The Great Escape: Unemployed
A big part of our great escape was me quitting a job I had grown to despise. I hated every day I had to go to the office and sit alone on zoom. I hated every team meeting where someone “important“ asked for our feedback and input and ignored it. It got to a point where I was outwardly rude and short tempered with people in meetings and that is not who I want to be. When I couldn’t keep the snarky comments to myself any longer, I knew it was time to leave. I hate that I had to leave a job that in theory I liked. I liked the type of work I was doing, I liked helping students get started in college, I liked my immediate coworkers, and I really liked my monthly happy hour crew. But my mental health has been in decline for a while and I knew I had to get out before too much damage was done.
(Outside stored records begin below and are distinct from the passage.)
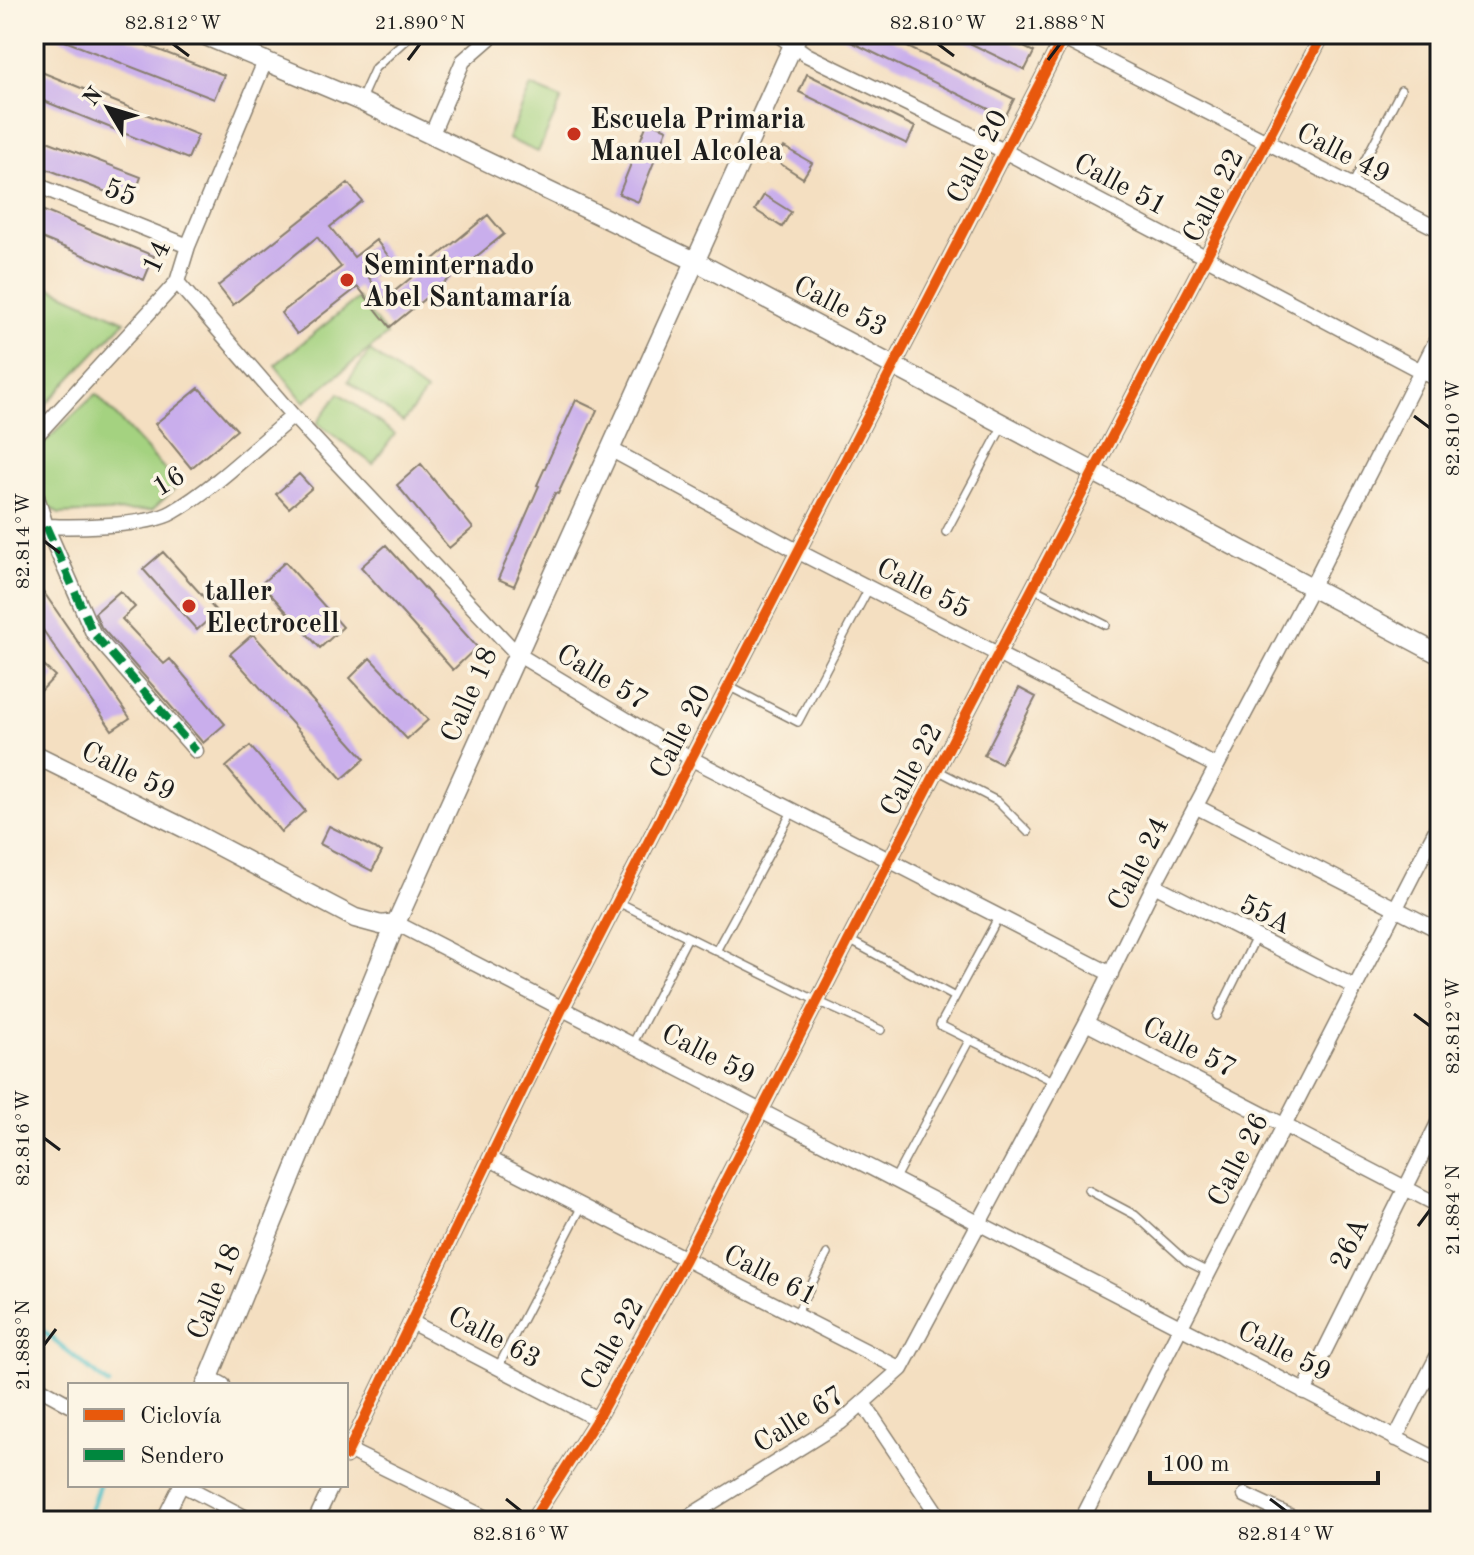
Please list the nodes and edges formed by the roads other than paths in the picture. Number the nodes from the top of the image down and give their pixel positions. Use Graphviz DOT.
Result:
graph roads {
  1 [pos="412,34"];
  2 [pos="494,34"];
  3 [pos="1323,34"];
  4 [pos="1061,35"];
  5 [pos="210,36"];
  6 [pos="789,37"];
  7 [pos="266,59"];
  8 [pos="1401,90"];
  9 [pos="360,101"];
  10 [pos="431,136"];
  11 [pos="1267,142"];
  12 [pos="1006,152"];
  13 [pos="34,184"];
  14 [pos="1352,185"];
  15 [pos="1440,230"];
  16 [pos="188,246"];
  17 [pos="1206,258"];
  18 [pos="695,261"];
  19 [pos="177,282"];
  20 [pos="1440,333"];
  21 [pos="896,365"];
  22 [pos="1421,371"];
  23 [pos="1440,381"];
  24 [pos="293,416"];
  25 [pos="1003,425"];
  26 [pos="34,438"];
  27 [pos="610,449"];
  28 [pos="1094,474"];
  29 [pos="34,487"];
  30 [pos="40,526"];
  31 [pos="946,532"];
  32 [pos="799,552"];
  33 [pos="869,588"];
  34 [pos="1033,588"];
  35 [pos="1311,588"];
  36 [pos="1106,625"];
  37 [pos="517,654"];
  38 [pos="997,655"];
  39 [pos="1440,655"];
  40 [pos="730,687"];
  41 [pos="196,751"];
  42 [pos="34,754"];
  43 [pos="692,759"];
  44 [pos="1216,766"];
  45 [pos="937,770"];
  46 [pos="1195,806"];
  47 [pos="793,810"];
  48 [pos="1440,822"];
  49 [pos="1028,832"];
  50 [pos="890,860"];
  51 [pos="1154,885"];
  52 [pos="618,902"];
  53 [pos="1396,908"];
  54 [pos="999,916"];
  55 [pos="396,923"];
  56 [pos="1440,931"];
  57 [pos="688,937"];
  58 [pos="1256,937"];
  59 [pos="849,940"];
  60 [pos="716,951"];
  61 [pos="1111,974"];
  62 [pos="1355,987"];
  63 [pos="955,997"];
  64 [pos="817,1001"];
  65 [pos="562,1009"];
  66 [pos="1217,1016"];
  67 [pos="1086,1023"];
  68 [pos="881,1030"];
  69 [pos="970,1039"];
  70 [pos="632,1045"];
  71 [pos="1055,1082"];
  72 [pos="760,1111"];
  73 [pos="1440,1119"];
  74 [pos="1285,1124"];
  75 [pos="490,1159"];
  76 [pos="894,1180"];
  77 [pos="1404,1188"];
  78 [pos="1088,1190"];
  79 [pos="582,1206"];
  80 [pos="1440,1206"];
  81 [pos="979,1224"];
  82 [pos="827,1254"];
  83 [pos="685,1259"];
  84 [pos="1208,1272"];
  85 [pos="796,1315"];
  86 [pos="411,1322"];
  87 [pos="1180,1328"];
  88 [pos="1440,1351"];
  89 [pos="498,1367"];
  90 [pos="901,1369"];
  91 [pos="212,1382"];
  92 [pos="34,1385"];
  93 [pos="1304,1392"];
  94 [pos="863,1403"];
  95 [pos="68,1404"];
  96 [pos="597,1419"];
  97 [pos="1395,1439"];
  98 [pos="348,1450"];
  99 [pos="348,1452"];
  100 [pos="1440,1461"];
  101 [pos="181,1487"];
  102 [pos="186,1487"];
  103 [pos="331,1487"];
  104 [pos="1245,1495"];
  105 [pos="163,1521"];
  106 [pos="252,1521"];
  107 [pos="315,1521"];
  108 [pos="492,1521"];
  109 [pos="532,1521"];
  110 [pos="682,1521"];
  111 [pos="942,1521"];
  112 [pos="1081,1521"];
  113 [pos="1300,1521"];
  1 -- 9 [label="lane"];
  2 -- 10 [label="street"];
  3 -- 11 [label="street, Calle 22"];
  4 -- 11 [label="street, Calle 49"];
  4 -- 12 [label="street, Calle 20"];
  5 -- 7 [label="street, Calle 53"];
  6 -- 12 [label="street, Calle 51"];
  6 -- 18 [label="street, Calle 18"];
  7 -- 9 [label="street, Calle 53"];
  7 -- 16 [label="street, 14"];
  8 -- 14 [label="lane"];
  9 -- 10 [label="street, Calle 53"];
  10 -- 18 [label="street, Calle 53"];
  11 -- 14 [label="street, Calle 49"];
  11 -- 17 [label="street, Calle 22"];
  12 -- 17 [label="street, Calle 51"];
  12 -- 21 [label="street, Calle 20"];
  13 -- 16 [label="street, 55"];
  14 -- 15 [label="street, Calle 49"];
  16 -- 19 [label="street, 14"];
  17 -- 22 [label="street, Calle 51"];
  17 -- 28 [label="street, Calle 22"];
  18 -- 21 [label="street, Calle 53"];
  18 -- 27 [label="street, Calle 18"];
  19 -- 24 [label="street, Calle 57"];
  19 -- 26 [label="street, 14"];
  20 -- 22 [label="street, Calle 24"];
  21 -- 25 [label="street, Calle 53"];
  21 -- 32 [label="street, Calle 20"];
  22 -- 23 [label="street, Calle 51"];
  22 -- 35 [label="street, Calle 24"];
  24 -- 30 [label="street, 16"];
  24 -- 37 [label="street, Calle 57"];
  25 -- 28 [label="street, Calle 53"];
  25 -- 31 [label="lane"];
  27 -- 32 [label="street, Calle 55"];
  27 -- 37 [label="street, Calle 18"];
  28 -- 34 [label="street, Calle 22"];
  28 -- 35 [label="street, Calle 53"];
  29 -- 30 [label="street"];
  30 -- 41 [label="street"];
  32 -- 33 [label="street, Calle 55"];
  32 -- 40 [label="street, Calle 20"];
  33 -- 38 [label="street, Calle 55"];
  33 -- 40 [label="lane"];
  34 -- 36 [label="lane"];
  34 -- 38 [label="street, Calle 22"];
  35 -- 39 [label="street, Calle 53"];
  35 -- 44 [label="street, Calle 24"];
  37 -- 43 [label="street, Calle 57"];
  37 -- 55 [label="street, Calle 18"];
  38 -- 44 [label="street, Calle 55"];
  38 -- 45 [label="street, Calle 22"];
  40 -- 43 [label="street, Calle 20"];
  42 -- 55 [label="street, Calle 59"];
  43 -- 47 [label="street, Calle 57"];
  43 -- 52 [label="street, Calle 20"];
  44 -- 46 [label="street, Calle 24"];
  45 -- 49 [label="lane"];
  45 -- 50 [label="street, Calle 22"];
  46 -- 51 [label="street, Calle 24"];
  46 -- 53 [label="street"];
  47 -- 50 [label="street, Calle 57"];
  47 -- 60 [label="lane"];
  48 -- 53 [label="street, Calle 26"];
  50 -- 54 [label="street, Calle 57"];
  50 -- 59 [label="street, Calle 22"];
  51 -- 58 [label="street, 55A"];
  51 -- 61 [label="street, Calle 24"];
  52 -- 57 [label="lane"];
  52 -- 65 [label="street, Calle 20"];
  53 -- 56 [label="street"];
  53 -- 62 [label="street, Calle 26"];
  54 -- 61 [label="street, Calle 57"];
  54 -- 63 [label="lane"];
  55 -- 65 [label="street, Calle 59"];
  55 -- 91 [label="street, Calle 18"];
  57 -- 60 [label="lane"];
  57 -- 70 [label="lane"];
  58 -- 62 [label="street, 55A"];
  58 -- 66 [label="lane"];
  59 -- 63 [label="lane"];
  59 -- 64 [label="street, Calle 22"];
  60 -- 64 [label="lane"];
  61 -- 67 [label="street, Calle 24"];
  62 -- 74 [label="street, Calle 26"];
  63 -- 69 [label="lane"];
  64 -- 68 [label="lane"];
  64 -- 72 [label="street, Calle 22"];
  65 -- 70 [label="street, Calle 59"];
  65 -- 75 [label="street, Calle 20"];
  67 -- 71 [label="street, Calle 24"];
  67 -- 74 [label="street, Calle 57"];
  69 -- 71 [label="lane"];
  69 -- 76 [label="lane"];
  70 -- 72 [label="street, Calle 59"];
  71 -- 81 [label="street, Calle 24"];
  72 -- 76 [label="street, Calle 59"];
  72 -- 83 [label="street, Calle 22"];
  73 -- 77 [label="street, 26A"];
  74 -- 77 [label="street, Calle 57"];
  74 -- 84 [label="street, Calle 26"];
  75 -- 79 [label="street, Calle 61"];
  75 -- 86 [label="street, Calle 20"];
  76 -- 81 [label="street, Calle 59"];
  77 -- 80 [label="street, Calle 57"];
  77 -- 93 [label="street, 26A"];
  78 -- 84 [label="lane"];
  79 -- 83 [label="street, Calle 61"];
  79 -- 89 [label="lane"];
  81 -- 87 [label="street, Calle 59"];
  81 -- 90 [label="street, Calle 24"];
  82 -- 85 [label="lane"];
  83 -- 85 [label="street, Calle 61"];
  83 -- 96 [label="street, Calle 22"];
  84 -- 87 [label="street, Calle 26"];
  85 -- 90 [label="street, Calle 61"];
  86 -- 89 [label="street, Calle 63"];
  86 -- 98 [label="street, Calle 20"];
  87 -- 93 [label="street, Calle 59"];
  87 -- 112 [label="street, Calle 26"];
  88 -- 97 [label="street"];
  89 -- 96 [label="street, Calle 63"];
  90 -- 94 [label="street, Calle 24"];
  92 -- 95 [label="street"];
  93 -- 97 [label="street, Calle 59"];
  94 -- 110 [label="street, Calle 67"];
  94 -- 111 [label="street, Calle 67"];
  96 -- 109 [label="street, Calle 22"];
  97 -- 100 [label="street, Calle 59"];
  99 -- 108 [label="street"];
  101 -- 105 [label="street"];
  102 -- 106 [label="street"];
  103 -- 107 [label="street"];
  104 -- 113 [label="street"];
}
So for the first time since I started babysitting in high school, I am unemployed. I babysat from high school through my mid 20s, I got a part time job in addition to babysitting as soon as I was old enough to work, and in college I worked at a preschool and usually had either another part time job or a nannying gig or both on the side. I have kept busy my whole life. Busy is how I distract myself from my thoughts. It’s how I managed my mental health until I got help six years ago and realized what I was doing.
I spent six years in therapy learning how to be instead of do. How to slow down and take it in, because Ferris was right, “Life moves pretty fast. If you don’t stop to look around once in a while, you could miss it”.
So I am taking time to find my baseline. What do I need to do to function, what do I need to do to thrive and grow, and what is just a distraction. I am trying to focus on more creative things and I even made an unemployment bucket list.